#### Provided material
-- Opening Marker --

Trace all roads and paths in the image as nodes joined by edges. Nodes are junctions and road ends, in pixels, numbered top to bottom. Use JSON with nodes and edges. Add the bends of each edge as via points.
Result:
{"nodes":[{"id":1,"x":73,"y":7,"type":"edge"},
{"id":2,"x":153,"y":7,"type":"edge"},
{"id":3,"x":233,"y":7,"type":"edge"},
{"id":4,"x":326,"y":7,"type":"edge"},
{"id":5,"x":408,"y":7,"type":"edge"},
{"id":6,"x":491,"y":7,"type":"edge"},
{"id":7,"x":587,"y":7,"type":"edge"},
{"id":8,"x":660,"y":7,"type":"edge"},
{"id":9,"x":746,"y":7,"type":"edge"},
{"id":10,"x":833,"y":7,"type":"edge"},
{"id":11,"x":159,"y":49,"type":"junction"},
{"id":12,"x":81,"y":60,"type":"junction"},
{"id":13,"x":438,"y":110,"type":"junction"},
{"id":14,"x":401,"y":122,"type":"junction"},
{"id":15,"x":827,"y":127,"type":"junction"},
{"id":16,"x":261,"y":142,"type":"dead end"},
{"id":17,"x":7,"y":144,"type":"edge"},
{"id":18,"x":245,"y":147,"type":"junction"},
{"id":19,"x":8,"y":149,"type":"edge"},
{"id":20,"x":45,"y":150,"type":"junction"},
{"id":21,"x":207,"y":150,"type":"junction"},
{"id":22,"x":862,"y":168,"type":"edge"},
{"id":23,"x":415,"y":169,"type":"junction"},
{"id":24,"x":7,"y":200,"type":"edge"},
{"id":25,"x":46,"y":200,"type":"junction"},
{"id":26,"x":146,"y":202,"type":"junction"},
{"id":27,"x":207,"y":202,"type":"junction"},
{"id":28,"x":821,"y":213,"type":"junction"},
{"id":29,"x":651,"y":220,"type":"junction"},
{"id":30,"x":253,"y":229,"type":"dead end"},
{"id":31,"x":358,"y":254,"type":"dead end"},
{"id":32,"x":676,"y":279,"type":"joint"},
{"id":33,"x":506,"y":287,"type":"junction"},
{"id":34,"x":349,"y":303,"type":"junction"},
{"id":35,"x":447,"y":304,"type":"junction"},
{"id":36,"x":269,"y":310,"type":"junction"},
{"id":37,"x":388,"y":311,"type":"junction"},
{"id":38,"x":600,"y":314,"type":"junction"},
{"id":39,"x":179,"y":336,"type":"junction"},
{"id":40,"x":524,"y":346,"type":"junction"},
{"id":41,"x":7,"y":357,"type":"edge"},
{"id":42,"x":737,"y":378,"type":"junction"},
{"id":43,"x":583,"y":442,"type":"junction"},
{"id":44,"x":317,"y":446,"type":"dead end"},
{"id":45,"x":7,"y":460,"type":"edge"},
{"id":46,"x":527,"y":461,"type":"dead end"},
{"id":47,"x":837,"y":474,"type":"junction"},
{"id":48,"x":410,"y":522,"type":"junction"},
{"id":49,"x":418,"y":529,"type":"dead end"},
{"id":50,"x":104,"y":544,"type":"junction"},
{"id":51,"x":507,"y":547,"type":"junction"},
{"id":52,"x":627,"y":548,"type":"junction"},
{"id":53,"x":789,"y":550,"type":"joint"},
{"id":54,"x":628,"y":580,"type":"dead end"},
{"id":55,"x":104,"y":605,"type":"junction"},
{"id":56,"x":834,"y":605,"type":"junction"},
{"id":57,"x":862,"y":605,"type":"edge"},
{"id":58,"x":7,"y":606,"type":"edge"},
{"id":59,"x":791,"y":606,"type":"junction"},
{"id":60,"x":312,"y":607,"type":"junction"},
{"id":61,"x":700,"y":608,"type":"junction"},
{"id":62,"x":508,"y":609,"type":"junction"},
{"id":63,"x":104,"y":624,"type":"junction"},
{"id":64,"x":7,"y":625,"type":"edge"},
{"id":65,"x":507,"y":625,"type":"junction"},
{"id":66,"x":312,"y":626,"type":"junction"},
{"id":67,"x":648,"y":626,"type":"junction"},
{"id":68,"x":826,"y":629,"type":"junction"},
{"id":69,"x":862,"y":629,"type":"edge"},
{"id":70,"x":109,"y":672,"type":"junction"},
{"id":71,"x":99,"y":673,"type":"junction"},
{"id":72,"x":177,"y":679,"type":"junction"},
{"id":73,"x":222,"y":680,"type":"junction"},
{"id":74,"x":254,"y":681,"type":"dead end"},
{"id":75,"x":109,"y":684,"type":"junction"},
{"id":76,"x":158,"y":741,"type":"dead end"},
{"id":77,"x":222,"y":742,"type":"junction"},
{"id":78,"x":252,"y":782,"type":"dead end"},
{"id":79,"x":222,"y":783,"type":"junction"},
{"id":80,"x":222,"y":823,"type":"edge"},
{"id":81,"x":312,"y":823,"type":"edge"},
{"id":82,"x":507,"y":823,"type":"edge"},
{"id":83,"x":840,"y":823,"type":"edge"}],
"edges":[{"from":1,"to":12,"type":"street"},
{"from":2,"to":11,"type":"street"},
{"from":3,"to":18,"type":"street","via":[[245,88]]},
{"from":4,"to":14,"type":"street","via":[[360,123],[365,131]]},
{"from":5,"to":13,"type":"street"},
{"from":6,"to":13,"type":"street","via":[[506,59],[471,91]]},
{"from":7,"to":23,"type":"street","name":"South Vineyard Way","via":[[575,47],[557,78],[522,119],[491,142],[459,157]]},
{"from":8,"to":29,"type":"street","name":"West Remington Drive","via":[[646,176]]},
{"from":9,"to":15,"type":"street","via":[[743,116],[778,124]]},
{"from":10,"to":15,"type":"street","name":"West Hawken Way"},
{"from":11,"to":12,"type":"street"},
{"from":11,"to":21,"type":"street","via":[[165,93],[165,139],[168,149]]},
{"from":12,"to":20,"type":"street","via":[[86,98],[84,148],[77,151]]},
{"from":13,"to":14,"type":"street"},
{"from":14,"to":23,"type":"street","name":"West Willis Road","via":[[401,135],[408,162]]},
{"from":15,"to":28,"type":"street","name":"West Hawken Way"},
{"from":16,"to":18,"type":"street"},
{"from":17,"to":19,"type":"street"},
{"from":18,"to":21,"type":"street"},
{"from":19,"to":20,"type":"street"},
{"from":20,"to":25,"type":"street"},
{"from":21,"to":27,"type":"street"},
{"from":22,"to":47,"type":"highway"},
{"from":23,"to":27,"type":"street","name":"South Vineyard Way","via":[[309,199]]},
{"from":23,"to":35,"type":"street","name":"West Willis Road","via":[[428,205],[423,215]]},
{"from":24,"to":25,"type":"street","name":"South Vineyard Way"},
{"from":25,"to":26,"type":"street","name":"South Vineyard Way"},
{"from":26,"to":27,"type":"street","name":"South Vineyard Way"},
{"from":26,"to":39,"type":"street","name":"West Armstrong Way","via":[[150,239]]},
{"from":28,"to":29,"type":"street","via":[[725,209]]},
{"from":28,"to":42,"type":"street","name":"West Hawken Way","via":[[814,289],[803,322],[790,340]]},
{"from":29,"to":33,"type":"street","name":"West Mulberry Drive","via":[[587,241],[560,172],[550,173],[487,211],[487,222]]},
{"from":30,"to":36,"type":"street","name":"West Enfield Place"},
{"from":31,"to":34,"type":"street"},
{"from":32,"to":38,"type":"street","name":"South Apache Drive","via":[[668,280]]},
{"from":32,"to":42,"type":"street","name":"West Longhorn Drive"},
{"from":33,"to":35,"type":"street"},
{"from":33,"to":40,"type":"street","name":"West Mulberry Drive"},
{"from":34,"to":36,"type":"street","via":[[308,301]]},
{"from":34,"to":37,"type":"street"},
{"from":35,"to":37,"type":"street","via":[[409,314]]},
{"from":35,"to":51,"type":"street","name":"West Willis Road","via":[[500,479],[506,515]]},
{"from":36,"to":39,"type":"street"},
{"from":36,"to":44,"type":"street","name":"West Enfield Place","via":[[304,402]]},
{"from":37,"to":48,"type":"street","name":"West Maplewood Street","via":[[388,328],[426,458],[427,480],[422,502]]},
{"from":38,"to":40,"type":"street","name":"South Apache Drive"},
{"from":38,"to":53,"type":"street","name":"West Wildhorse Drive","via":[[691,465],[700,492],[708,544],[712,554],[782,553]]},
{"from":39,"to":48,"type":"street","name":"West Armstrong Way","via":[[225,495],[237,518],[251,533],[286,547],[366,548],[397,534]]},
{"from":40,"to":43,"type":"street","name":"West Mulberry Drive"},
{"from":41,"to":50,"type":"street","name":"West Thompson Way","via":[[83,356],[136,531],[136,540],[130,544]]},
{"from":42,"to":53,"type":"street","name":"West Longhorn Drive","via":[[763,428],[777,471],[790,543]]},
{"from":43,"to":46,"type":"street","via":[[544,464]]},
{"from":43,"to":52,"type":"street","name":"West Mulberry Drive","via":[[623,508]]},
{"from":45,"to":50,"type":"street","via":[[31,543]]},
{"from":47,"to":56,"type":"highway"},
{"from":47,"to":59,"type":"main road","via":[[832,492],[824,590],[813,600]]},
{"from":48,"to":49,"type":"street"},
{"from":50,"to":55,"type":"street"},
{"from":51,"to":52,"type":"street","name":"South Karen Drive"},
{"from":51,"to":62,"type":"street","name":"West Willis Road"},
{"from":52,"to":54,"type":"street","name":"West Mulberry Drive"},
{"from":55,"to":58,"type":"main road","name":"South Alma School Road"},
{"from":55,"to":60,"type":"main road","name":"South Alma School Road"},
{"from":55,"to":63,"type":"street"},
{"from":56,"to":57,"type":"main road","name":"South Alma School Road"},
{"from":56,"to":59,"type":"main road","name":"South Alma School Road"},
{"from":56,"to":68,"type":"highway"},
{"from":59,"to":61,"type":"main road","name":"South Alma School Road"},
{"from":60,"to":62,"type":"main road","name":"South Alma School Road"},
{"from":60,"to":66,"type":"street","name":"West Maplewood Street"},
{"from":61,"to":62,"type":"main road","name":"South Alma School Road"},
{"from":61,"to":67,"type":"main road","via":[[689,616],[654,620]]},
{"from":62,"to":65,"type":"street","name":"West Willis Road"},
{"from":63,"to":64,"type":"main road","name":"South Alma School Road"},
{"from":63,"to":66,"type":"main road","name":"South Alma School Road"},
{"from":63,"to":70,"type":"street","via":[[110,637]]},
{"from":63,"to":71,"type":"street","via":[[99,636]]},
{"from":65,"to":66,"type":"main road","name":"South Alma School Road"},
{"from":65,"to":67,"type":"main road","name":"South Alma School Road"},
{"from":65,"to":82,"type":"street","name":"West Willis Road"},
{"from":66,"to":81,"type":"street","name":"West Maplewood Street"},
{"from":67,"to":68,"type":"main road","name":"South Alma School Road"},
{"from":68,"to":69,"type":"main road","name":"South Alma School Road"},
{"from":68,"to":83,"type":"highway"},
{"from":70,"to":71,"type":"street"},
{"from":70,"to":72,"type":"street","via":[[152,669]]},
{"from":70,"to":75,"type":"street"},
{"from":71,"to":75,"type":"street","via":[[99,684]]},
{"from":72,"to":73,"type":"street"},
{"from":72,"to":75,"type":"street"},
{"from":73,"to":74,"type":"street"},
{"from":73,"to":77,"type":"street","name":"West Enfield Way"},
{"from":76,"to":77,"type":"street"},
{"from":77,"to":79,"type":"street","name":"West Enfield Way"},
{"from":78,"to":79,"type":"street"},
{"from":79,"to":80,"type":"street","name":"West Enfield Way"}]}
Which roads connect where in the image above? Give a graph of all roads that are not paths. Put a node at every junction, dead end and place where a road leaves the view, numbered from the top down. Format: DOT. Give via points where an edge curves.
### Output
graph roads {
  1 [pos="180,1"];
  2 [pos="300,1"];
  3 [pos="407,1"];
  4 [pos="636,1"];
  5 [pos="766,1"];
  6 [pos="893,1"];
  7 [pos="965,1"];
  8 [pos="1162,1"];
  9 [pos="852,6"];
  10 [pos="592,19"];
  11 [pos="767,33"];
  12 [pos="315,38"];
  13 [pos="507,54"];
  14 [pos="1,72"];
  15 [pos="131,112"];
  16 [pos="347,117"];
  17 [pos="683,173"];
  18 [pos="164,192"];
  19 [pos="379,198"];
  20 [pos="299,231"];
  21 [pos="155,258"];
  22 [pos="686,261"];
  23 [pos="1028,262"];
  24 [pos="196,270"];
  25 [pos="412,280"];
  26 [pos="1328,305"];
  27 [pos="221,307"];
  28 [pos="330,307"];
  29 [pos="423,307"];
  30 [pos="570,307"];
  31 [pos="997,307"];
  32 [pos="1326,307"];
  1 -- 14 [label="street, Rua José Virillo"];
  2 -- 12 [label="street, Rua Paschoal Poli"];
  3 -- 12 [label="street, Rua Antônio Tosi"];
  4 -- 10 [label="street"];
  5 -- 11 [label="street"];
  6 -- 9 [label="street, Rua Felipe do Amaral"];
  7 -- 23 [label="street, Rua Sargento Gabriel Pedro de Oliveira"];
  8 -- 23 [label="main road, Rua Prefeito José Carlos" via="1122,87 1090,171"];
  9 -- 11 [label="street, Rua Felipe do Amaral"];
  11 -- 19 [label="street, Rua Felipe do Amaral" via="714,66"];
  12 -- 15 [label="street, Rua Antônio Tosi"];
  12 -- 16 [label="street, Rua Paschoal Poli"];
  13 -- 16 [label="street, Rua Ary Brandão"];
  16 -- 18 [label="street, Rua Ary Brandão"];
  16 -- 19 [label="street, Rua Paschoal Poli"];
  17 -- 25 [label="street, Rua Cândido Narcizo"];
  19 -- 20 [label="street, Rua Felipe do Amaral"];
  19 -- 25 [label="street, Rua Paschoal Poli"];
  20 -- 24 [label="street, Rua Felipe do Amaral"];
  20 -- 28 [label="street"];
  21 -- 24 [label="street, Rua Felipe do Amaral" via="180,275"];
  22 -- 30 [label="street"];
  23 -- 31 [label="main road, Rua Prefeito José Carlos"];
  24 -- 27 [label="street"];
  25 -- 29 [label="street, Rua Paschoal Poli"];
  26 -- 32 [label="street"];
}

-- Closing Marker --

#### Work item
Determine how many lines of the listing above include the word "Poli", and report that number only.

#### Solution
5